Joe Wilson (1938-2015), a native of rural East Tennessee, was a civil rights activist, self-educated scholar, founder/administrator of nationally important roots music enterprises, and was legendary for his colorful writing and opinions. Lucky Joe’s Namesake, a companion to Roots Music in America: Collected Writings of Joe Wilson (also published by the University of Tennessee Press), brings us Wilson’s life and observations, mostly in his own words.
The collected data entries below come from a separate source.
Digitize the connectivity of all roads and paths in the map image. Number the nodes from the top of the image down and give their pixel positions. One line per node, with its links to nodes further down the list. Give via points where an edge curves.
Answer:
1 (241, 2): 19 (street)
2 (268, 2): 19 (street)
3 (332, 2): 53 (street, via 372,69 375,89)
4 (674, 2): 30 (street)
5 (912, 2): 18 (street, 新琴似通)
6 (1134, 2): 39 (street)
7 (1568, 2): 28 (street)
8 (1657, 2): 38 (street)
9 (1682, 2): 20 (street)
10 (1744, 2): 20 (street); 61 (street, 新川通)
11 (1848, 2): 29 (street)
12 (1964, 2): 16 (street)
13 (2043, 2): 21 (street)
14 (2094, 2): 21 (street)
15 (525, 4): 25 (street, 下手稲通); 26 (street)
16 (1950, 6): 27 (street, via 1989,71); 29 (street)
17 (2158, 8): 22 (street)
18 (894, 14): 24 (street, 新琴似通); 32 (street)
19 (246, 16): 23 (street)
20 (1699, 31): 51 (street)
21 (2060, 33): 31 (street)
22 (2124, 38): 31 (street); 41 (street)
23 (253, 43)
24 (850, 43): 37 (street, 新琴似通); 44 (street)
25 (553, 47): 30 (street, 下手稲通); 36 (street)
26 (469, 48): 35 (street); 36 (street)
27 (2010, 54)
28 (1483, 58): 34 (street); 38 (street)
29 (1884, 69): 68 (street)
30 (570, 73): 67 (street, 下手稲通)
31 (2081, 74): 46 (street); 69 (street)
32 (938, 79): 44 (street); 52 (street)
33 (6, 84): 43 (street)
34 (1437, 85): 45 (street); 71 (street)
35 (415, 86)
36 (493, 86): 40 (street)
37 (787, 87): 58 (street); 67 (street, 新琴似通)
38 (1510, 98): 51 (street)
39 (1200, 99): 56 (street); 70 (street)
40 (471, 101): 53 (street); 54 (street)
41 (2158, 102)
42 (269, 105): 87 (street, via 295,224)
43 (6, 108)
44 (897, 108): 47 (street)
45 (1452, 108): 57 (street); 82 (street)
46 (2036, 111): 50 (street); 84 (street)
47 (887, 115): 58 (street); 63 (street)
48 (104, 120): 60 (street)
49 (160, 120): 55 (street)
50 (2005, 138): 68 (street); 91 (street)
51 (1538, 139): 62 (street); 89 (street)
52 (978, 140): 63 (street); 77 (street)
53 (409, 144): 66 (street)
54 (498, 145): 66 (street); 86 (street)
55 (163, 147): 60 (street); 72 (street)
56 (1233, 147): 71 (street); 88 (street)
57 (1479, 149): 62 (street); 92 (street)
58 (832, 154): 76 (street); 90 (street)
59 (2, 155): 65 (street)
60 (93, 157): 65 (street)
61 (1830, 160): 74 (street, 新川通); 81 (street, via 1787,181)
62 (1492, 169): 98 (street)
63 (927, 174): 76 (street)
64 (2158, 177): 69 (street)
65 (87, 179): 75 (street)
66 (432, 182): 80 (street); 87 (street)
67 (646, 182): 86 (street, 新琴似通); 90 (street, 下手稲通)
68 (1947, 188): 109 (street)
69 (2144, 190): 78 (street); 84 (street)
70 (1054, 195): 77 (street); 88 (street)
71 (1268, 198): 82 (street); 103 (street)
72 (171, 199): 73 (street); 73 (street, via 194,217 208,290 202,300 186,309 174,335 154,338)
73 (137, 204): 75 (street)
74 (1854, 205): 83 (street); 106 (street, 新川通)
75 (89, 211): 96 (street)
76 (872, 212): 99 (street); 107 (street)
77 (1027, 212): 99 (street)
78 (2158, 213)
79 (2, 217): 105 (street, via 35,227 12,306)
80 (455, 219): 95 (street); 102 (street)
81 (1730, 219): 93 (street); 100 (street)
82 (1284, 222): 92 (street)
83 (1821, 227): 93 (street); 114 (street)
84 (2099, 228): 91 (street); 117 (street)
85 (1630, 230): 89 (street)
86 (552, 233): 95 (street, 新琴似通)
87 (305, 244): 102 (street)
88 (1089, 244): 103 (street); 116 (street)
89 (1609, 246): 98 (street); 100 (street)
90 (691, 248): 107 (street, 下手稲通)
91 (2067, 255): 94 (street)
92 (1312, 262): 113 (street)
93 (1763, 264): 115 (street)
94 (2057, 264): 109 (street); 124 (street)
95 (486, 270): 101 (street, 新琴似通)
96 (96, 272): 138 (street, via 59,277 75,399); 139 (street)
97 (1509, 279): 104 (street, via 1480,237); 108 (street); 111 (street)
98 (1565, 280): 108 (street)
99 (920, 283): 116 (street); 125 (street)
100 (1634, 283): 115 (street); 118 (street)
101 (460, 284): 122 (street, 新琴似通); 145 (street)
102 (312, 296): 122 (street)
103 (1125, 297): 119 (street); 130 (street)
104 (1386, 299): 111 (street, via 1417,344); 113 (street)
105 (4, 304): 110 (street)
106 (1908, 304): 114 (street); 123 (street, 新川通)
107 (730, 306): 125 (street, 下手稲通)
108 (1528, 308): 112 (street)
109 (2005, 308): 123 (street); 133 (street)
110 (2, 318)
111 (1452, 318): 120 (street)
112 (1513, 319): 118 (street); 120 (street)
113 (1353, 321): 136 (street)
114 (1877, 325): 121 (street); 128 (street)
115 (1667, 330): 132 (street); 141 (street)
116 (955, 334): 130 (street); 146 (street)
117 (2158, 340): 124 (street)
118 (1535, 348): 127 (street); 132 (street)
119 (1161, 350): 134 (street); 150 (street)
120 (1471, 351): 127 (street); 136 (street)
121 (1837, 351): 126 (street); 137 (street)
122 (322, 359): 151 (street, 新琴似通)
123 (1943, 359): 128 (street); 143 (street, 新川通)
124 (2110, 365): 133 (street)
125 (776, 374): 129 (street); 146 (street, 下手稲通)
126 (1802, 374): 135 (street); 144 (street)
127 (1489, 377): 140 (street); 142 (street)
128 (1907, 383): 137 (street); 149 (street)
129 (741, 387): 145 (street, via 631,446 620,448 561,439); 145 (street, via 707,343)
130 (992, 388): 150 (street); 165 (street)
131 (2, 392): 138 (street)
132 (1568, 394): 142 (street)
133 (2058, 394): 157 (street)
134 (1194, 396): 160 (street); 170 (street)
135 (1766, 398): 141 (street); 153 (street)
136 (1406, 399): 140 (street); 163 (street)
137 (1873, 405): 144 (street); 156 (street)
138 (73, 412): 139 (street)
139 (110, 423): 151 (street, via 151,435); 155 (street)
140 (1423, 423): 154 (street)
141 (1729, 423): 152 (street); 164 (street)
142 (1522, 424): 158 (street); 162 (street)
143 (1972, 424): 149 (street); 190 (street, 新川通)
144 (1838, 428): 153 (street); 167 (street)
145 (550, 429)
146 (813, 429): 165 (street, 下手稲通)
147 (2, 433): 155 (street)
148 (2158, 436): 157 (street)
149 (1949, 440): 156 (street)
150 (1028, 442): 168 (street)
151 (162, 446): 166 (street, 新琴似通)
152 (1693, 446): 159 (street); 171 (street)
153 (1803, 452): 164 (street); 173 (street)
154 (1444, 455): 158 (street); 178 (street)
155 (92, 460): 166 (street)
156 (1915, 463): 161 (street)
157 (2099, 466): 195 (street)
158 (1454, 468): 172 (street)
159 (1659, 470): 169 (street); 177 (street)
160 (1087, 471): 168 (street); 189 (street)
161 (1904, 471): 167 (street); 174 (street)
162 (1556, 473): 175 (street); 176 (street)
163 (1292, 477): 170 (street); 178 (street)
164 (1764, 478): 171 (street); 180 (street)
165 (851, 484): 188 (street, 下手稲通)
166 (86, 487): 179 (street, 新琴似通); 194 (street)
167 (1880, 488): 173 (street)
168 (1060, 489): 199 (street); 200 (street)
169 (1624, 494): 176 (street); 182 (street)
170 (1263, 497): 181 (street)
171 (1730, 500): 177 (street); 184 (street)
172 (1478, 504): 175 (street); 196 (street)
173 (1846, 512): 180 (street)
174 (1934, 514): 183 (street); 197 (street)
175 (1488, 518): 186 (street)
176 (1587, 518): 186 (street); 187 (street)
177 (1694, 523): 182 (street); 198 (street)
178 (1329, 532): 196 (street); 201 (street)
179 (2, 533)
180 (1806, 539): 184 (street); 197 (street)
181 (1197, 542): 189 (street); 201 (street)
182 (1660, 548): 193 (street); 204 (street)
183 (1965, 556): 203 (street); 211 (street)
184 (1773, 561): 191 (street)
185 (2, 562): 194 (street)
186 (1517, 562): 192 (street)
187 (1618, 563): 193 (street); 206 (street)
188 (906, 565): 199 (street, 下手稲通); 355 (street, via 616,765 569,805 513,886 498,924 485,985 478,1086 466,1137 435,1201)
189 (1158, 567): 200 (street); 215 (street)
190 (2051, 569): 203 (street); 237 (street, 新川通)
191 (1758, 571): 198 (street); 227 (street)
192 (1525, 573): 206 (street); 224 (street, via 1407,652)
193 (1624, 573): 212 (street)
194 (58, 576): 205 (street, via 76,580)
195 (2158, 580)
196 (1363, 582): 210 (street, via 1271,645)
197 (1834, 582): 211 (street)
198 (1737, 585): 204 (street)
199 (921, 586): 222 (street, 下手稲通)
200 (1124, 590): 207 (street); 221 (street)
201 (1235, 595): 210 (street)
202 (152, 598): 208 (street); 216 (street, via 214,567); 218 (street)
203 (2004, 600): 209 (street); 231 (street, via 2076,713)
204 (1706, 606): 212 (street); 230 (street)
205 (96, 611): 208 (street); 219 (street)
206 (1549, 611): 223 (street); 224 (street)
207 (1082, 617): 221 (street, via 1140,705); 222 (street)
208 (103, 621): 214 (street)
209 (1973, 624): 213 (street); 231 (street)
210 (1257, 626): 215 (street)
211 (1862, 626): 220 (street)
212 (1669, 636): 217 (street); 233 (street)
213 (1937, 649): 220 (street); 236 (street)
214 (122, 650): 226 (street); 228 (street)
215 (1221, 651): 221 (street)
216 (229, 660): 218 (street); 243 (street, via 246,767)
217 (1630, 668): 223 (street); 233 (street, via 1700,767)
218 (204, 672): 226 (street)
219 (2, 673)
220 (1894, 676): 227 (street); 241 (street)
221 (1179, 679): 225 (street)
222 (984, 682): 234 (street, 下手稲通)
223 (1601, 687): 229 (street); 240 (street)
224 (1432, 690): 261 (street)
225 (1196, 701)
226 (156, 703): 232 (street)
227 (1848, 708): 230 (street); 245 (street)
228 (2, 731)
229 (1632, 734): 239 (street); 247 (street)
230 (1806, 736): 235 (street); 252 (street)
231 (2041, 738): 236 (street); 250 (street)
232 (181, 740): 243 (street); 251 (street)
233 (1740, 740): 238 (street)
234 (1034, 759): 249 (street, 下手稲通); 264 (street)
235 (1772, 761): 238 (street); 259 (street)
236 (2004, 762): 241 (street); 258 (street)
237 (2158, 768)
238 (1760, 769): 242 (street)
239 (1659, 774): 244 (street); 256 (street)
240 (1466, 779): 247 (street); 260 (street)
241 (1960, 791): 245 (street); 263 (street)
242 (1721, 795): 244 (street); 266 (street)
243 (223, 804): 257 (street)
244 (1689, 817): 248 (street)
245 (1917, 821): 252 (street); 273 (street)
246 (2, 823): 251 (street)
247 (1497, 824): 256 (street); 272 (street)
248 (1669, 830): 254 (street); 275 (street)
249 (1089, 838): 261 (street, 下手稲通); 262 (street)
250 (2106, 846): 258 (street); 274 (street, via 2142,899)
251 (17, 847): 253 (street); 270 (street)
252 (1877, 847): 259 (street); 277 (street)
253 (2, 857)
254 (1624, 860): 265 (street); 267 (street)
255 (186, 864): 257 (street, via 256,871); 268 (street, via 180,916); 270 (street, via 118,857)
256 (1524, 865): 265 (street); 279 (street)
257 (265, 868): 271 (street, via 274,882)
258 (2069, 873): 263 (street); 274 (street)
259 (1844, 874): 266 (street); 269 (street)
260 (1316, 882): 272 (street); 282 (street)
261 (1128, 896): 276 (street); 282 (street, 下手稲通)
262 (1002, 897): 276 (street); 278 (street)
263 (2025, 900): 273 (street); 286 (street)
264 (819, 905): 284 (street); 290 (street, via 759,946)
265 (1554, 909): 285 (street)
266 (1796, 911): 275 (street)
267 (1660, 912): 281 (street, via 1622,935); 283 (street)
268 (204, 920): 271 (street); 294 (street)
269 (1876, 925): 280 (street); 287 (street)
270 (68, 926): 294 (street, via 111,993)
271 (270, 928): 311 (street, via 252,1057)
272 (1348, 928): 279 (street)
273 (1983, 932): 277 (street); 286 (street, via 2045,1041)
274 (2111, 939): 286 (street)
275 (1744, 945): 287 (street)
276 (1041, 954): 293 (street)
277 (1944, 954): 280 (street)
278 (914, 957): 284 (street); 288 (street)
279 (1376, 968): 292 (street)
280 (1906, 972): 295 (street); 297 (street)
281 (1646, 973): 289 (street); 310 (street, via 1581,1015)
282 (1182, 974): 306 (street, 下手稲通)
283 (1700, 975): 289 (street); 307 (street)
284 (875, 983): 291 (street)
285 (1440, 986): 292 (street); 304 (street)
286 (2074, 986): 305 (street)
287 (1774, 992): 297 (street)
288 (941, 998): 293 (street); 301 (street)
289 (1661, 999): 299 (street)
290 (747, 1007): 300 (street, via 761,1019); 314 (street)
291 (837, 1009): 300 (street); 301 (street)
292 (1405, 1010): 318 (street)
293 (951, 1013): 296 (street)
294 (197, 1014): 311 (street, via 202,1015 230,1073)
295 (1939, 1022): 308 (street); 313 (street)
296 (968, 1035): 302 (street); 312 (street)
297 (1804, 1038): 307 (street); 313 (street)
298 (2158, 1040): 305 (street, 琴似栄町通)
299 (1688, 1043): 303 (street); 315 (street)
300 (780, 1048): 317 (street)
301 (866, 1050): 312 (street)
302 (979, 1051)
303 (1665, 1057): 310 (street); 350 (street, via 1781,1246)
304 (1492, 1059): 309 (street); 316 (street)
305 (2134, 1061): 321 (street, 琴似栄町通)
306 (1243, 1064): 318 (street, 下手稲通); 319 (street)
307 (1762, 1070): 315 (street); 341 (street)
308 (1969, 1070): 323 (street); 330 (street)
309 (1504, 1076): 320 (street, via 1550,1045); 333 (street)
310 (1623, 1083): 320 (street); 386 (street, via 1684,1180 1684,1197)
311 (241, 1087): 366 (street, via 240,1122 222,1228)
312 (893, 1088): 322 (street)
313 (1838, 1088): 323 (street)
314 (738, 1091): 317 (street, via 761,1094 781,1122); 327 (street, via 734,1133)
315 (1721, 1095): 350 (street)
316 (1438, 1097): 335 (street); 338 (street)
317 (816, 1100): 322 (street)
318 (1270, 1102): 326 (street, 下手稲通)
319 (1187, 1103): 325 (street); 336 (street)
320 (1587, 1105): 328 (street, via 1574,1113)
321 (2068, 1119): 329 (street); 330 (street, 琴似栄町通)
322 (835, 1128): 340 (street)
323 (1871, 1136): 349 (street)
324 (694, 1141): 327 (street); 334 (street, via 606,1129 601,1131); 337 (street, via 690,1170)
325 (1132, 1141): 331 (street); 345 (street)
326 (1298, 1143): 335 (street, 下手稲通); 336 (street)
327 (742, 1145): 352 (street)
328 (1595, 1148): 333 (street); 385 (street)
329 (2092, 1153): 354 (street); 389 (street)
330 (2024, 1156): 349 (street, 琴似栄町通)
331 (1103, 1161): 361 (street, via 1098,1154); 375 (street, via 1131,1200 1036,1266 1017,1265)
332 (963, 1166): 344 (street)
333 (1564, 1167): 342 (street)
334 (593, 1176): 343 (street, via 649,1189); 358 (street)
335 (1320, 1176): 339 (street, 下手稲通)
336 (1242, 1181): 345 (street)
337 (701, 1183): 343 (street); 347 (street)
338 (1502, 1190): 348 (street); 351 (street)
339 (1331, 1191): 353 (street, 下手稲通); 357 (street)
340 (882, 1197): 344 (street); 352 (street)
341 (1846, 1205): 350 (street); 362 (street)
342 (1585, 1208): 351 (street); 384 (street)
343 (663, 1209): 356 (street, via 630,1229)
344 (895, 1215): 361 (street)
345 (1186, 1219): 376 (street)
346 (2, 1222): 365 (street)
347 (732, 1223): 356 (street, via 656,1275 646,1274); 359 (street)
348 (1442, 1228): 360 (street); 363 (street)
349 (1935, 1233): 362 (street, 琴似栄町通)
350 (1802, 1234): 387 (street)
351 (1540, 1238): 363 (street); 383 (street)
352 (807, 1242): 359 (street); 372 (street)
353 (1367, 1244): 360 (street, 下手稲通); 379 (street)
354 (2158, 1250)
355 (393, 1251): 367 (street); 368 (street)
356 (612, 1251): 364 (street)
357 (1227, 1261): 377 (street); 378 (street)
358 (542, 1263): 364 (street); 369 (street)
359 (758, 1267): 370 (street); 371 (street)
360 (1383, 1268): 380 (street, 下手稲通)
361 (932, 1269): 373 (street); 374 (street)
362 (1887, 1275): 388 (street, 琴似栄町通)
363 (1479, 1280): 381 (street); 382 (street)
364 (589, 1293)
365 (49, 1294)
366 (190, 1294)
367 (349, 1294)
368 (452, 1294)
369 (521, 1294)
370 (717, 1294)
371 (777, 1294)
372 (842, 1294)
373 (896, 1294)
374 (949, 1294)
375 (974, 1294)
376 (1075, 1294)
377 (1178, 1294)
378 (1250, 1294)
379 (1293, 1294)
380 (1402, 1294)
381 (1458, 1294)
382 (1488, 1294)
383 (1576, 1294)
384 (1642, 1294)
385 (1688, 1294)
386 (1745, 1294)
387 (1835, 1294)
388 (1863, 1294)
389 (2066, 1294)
From humble mountain beginnings, Wilson’s career progressed through Nashville, Tennessee; Birmingham, Alabama; and New York City, before settling him for twenty-eight years near the seats of power in Washington, D.C. as the executive director of the National Council for the Traditional Arts. In that role, he developed a national model for folk festival presentations, stalked the halls of federal representatives seeking support for traditional artists, and filled concert venues throughout the world with audiences eager to experience the work of master folk musicians. A powerful advocate on behalf of agrarian values, social justice, artistic authenticity, and cultural democracy, Joe wrote in an engaging, humorous, and memorable style.
This eclectic anthology is filled with Joe Wilson’s brilliant published writing for magazines, books, and newspapers as well as privately circulated unpublished works, including an extended autobiographical essay. Readers are sure to benefit from Wilson’s lessons and artful ruminations culled from a lifetime of devotion to music and cultural and social activism.
Fred Bartenstein teaches country and bluegrass music history at the University of Dayton. He is the editor of Bluegrass Bluesman: Josh Graves, a Memoir and coauthor and editor of The Bluegrass Hall of Fame: Inductee Biographies, 1991–2014.